Most Indian families today know good health risk, environment, environment and long life. Nevertheless, financial preparation, especially through health insurance, falls behind.
We still consider the insurance premium as the cost of the goods. We are looking for the lowest number, the affordable ability is sufficient. In fact, the cheapest strategy can be the most expensive mistake. Cracking a premium code in 225 is what the health insurance means, what to distribute it, and the new economics of caring, demanding reconsideration of how you should align it.

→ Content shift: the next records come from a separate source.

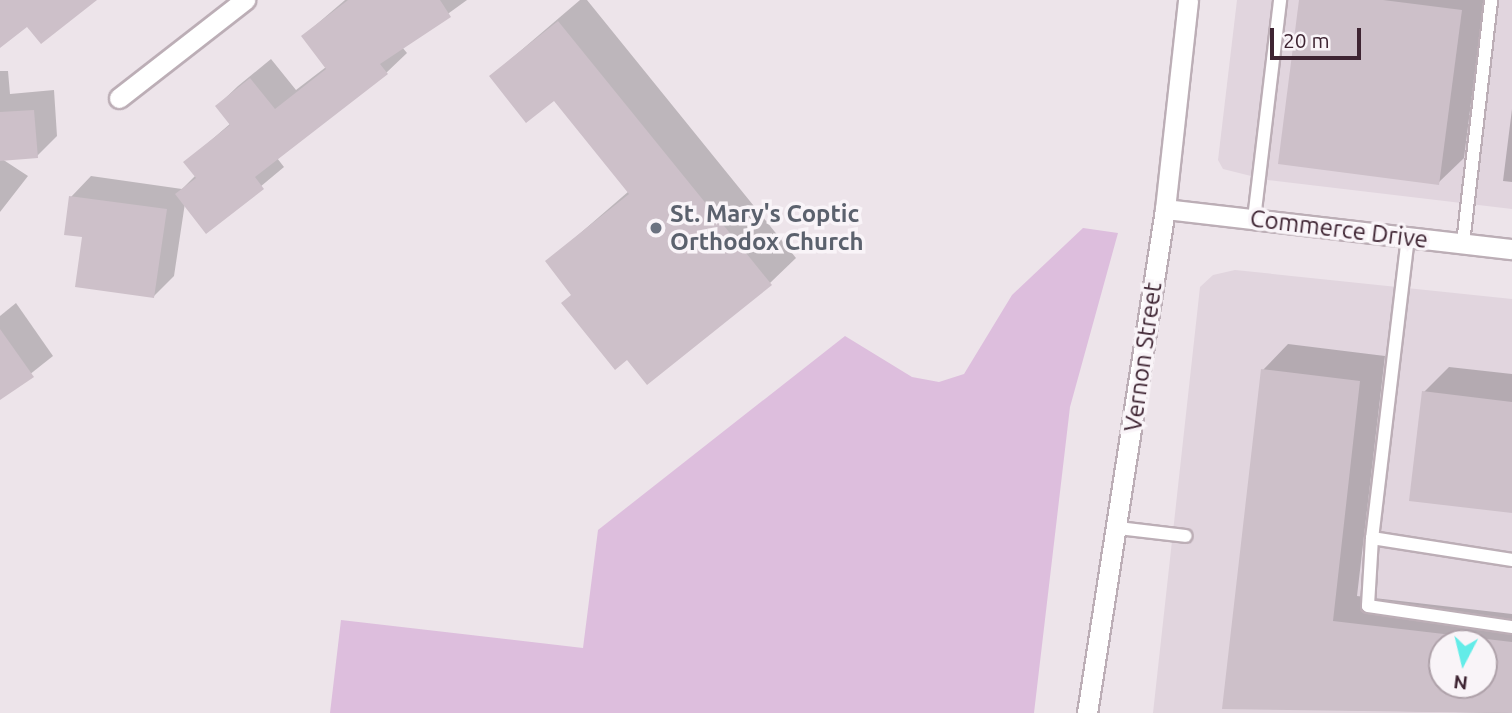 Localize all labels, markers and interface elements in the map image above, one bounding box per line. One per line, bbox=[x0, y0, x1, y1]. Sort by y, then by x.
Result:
scale bar bbox=[1274, 14, 1365, 58]
text: 20 m bbox=[1283, 28, 1330, 52]
place label: St. Mary's Coptic Orthodox Church bbox=[670, 200, 864, 256]
street label: Commerce Drive bbox=[1248, 204, 1430, 254]
marker: St. Mary's Coptic Orthodox Church bbox=[648, 220, 664, 236]
street label: Vernon Street bbox=[1118, 280, 1168, 434]
north arrow bbox=[1428, 629, 1498, 699]
text: N bbox=[1452, 671, 1469, 695]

The old playbook will not work
Let’s look at the numbers. In the last decade, the cost of hospitalization, advanced processes and even regular diagnosis has been dramatically climbed. Heart surgery, cancer treatment and severe care intervention now exceeds Rs 30-40 lakh regularly. Once a minor cataract surgery can now cost more than 1 lakh in a high hospital.
These are the indicators of the structural shift of health care, run by good medical technology, global standard of care and increasing demand. At the same time, medical inflation in India is steadily declining at 3-14-14% annually-the general inflation speeds up and is beyond the wage growth of most Indians. For a few years, it has increased to 20%. It’s not a spike; This is a trend.

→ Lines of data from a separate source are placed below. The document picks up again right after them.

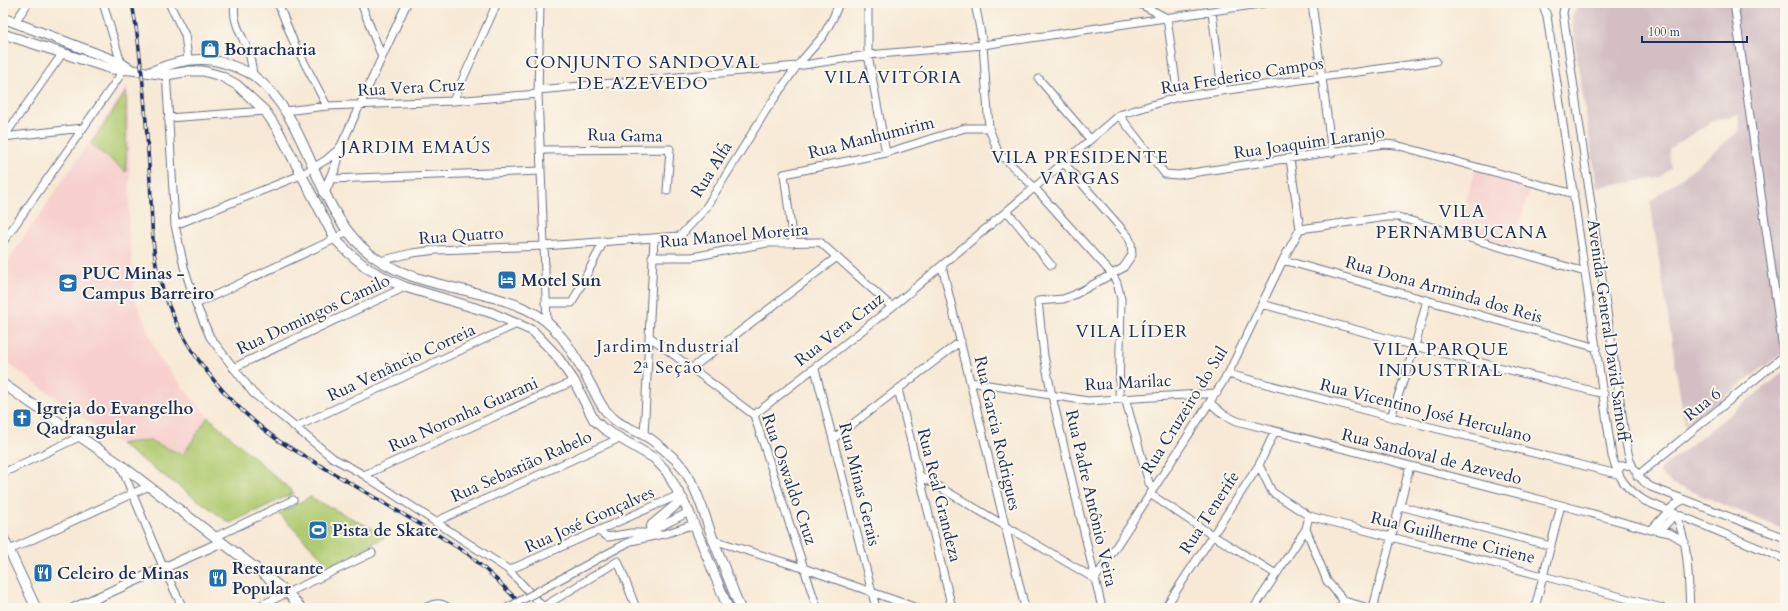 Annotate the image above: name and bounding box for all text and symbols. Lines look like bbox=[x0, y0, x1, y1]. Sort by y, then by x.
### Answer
scale bar bbox=[1642, 18, 1747, 44]
text: 100 m bbox=[1648, 24, 1681, 40]
shop icon: Borracharia bbox=[199, 38, 221, 60]
place label: Borracharia bbox=[224, 38, 317, 61]
district label: CONJUNTO SANDOVAL DE AZEVEDO bbox=[525, 50, 761, 96]
street label: Rua Frederico Campos bbox=[1159, 51, 1325, 100]
district label: VILA VITÓRIA bbox=[824, 65, 962, 90]
street label: Rua Vera Cruz bbox=[357, 73, 466, 102]
street label: Rua Manhumirim bbox=[806, 111, 937, 164]
street label: Rua Joaquim Laranjo bbox=[1232, 121, 1386, 164]
street label: Rua Gama bbox=[587, 123, 664, 148]
district label: JARDIM EMAÚS bbox=[338, 135, 491, 160]
street label: Rua Alfa bbox=[685, 136, 738, 202]
district label: VILA PRESIDENTE VARGAS bbox=[991, 145, 1169, 191]
district label: VILA PERNAMBUCANA bbox=[1376, 199, 1549, 245]
street label: Rua Manoel Moreira bbox=[659, 217, 810, 253]
street label: Avenida General David Sarnoff bbox=[1582, 218, 1636, 445]
street label: Rua Quatro bbox=[418, 221, 504, 250]
street label: Rua Dona Arminda dos Reis bbox=[1343, 250, 1545, 329]
place label: PUC Minas - Campus Barreiro bbox=[82, 262, 214, 305]
street label: Rua Domingos Camilo bbox=[233, 269, 394, 360]
hotel icon: Motel Sun bbox=[496, 269, 518, 291]
place label: Motel Sun bbox=[521, 269, 601, 292]
school or university icon: PUC Minas - Campus Barreiro bbox=[57, 272, 79, 294]
street label: Rua Vera Cruz bbox=[790, 287, 889, 372]
street label: Rua Venâncio Correia bbox=[324, 318, 479, 407]
district label: VILA LÍDER bbox=[1075, 319, 1189, 344]
district label: Jardim Industrial 2ª Seção bbox=[593, 334, 740, 380]
district label: VILA PARQUE INDUSTRIAL bbox=[1373, 337, 1509, 383]
street label: Rua Cruzeiro do Sul bbox=[1136, 341, 1233, 479]
street label: Rua Garcia Rodrigues bbox=[969, 354, 1027, 513]
street label: Rua Marilac bbox=[1084, 369, 1172, 396]
street label: Rua Noronha Guarani bbox=[385, 371, 542, 458]
street label: Rua Vicentino José Herculano bbox=[1318, 373, 1534, 448]
street label: Rua 6 bbox=[1679, 382, 1726, 426]
place label: Igreja do Evangelho Qadrangular bbox=[36, 397, 193, 440]
church icon: Igreja do Evangelho Qadrangular bbox=[11, 407, 33, 429]
street label: Rua Padre Antônio Veira bbox=[1060, 407, 1123, 590]
street label: Rua Oswaldo Cruz bbox=[756, 410, 823, 548]
street label: Rua Minas Gerais bbox=[833, 420, 886, 548]
street label: Rua Sandoval de Azevedo bbox=[1339, 423, 1524, 490]
street label: Rua Sebastião Rabelo bbox=[447, 425, 595, 508]
street label: Rua Real Grandeza bbox=[912, 426, 967, 565]
street label: Rua Tenerife bbox=[1174, 466, 1245, 558]
street label: Rua José Gonçalves bbox=[521, 480, 658, 558]
street label: Rua Guilherme Ciriene bbox=[1368, 506, 1538, 569]
sports icon: Pista de Skate bbox=[307, 519, 329, 541]
place label: Pista de Skate bbox=[332, 519, 439, 542]
place label: Restaurante Popular bbox=[232, 557, 324, 600]
restaurant icon: Celeiro de Minas bbox=[32, 562, 54, 584]
place label: Celeiro de Minas bbox=[57, 562, 189, 585]
restaurant icon: Restaurante Popular bbox=[207, 567, 229, 589]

The cost of large medical processes has increased in the last decade. In 2013, the kidney transplant worth about Rs. Heart transplants, in some cases, may cost Rs 34 lakh. In this regard, the insurance cover 35 lakh rupees is no longer enough; They reflect the structure of outdated prices. If we continue to behave as just another line in our budget, we cannot be caught without creating against financial distress.
An increasing cost of serious care over the years

Therefore, a health cover of Rs 1 crore is not luxury; This is new normal. It reflects the true cost of care today and expects the increasing complexity of medical intervention tomorrow. This is not just about a serious illness. This is about diagnosis, consultation, follow -up, mental health care, prices of the east and hospitals, and increasing quality of quality care in each touchpoint. Today, the consensus of the Healthcare’s consensus demands the consensus of the consensus – and the balance of what the customers have considered ‘adequate’.
The good news is that increasing your health cover from Rs 10 lakh to Rs 1 crore does not mean that your premium will increase 10 times. For a young couple in the middle of the 30s, the cost of Rs 1 crore per month can range from around Rs 2,000 to Rs 2,500 per month-only 10-15% higher than a policy of Rs 10 lakh, but with stronger protection.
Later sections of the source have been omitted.